• Given data:
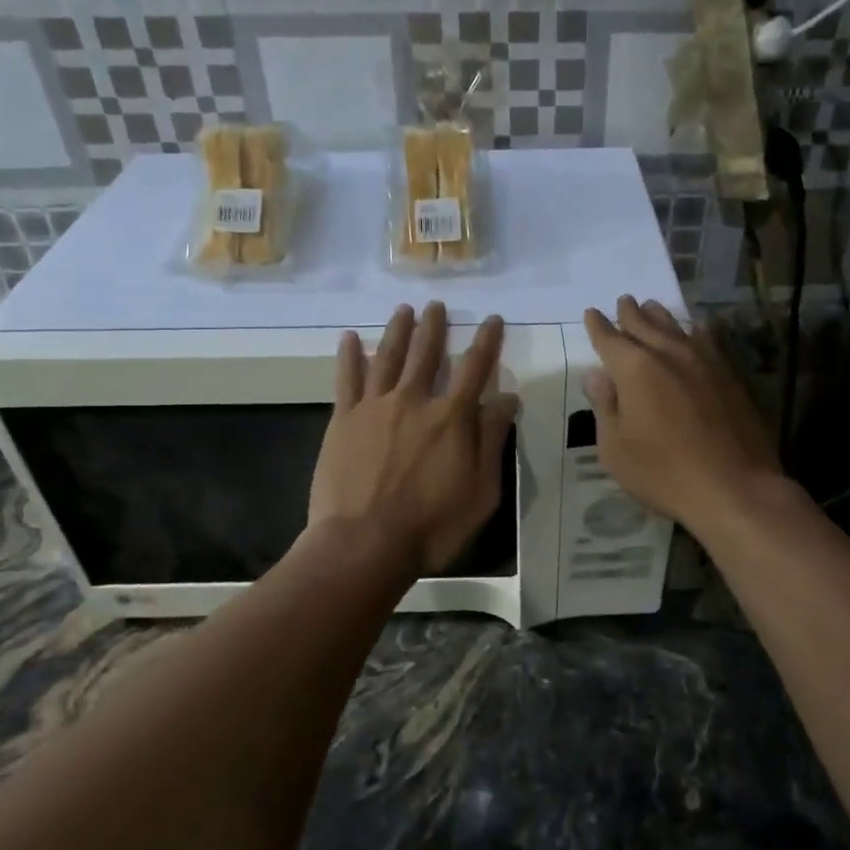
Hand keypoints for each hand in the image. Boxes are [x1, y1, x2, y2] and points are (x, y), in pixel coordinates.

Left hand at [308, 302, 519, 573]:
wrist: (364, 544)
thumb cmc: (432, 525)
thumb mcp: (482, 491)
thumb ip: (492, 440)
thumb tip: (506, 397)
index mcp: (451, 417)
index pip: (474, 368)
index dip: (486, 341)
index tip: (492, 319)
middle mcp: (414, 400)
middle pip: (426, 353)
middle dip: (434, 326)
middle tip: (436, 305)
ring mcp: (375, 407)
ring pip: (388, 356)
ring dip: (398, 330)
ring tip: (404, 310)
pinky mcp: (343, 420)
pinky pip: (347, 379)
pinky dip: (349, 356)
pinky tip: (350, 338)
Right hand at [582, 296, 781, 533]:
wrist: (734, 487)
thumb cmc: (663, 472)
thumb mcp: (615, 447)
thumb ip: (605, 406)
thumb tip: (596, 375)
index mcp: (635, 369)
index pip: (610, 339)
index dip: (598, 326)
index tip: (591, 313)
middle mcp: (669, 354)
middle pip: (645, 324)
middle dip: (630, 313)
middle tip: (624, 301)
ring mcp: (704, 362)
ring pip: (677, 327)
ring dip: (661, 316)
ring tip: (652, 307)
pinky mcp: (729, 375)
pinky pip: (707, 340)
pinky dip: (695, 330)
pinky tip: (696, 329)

• What to do:
Omit the pictures and write out the remaining data exactly.

• Answer space:
Hand keypoints for each hand in the image. Boxes are [x1, y1, x2, y2] and points are (x, y), in pixel coordinates.

Left hand at [308, 302, 519, 573]:
wrist: (364, 544)
thumb cmc: (432, 525)
thumb mcp: (482, 491)
thumb ip: (492, 440)
thumb tip: (506, 397)
index mcp: (451, 417)
index pip: (474, 368)
index dip: (486, 341)
index tip: (492, 319)
middle mcp: (414, 400)
middle pip: (426, 353)
middle dip: (434, 326)
middle tip: (436, 305)
ring mcp: (375, 407)
ring pip: (388, 356)
ring dip: (398, 330)
ring tip: (404, 310)
pinky mcp: (343, 420)
pinky pip: (347, 379)
pinky dip: (349, 356)
pinky tip: (350, 338)
Right hand at [582, 296, 781, 533]:
wrist: (734, 487)
thumb cmc: (663, 472)
thumb mcp: (615, 447)
thumb ip: (605, 406)
thumb tip: (596, 375)
index mcp: (635, 369)
index pip: (610, 339)
index dip: (598, 326)
index tip: (591, 313)
middle mcp: (669, 354)
middle pip: (645, 324)
middle dip: (630, 313)
middle tip: (624, 301)
ring mcp: (704, 362)
ring pip: (677, 327)
ring dip: (661, 316)
ring tip: (652, 307)
pinky mcp: (729, 375)
pinky pip: (707, 340)
pinky dip: (695, 330)
pinky tip: (696, 329)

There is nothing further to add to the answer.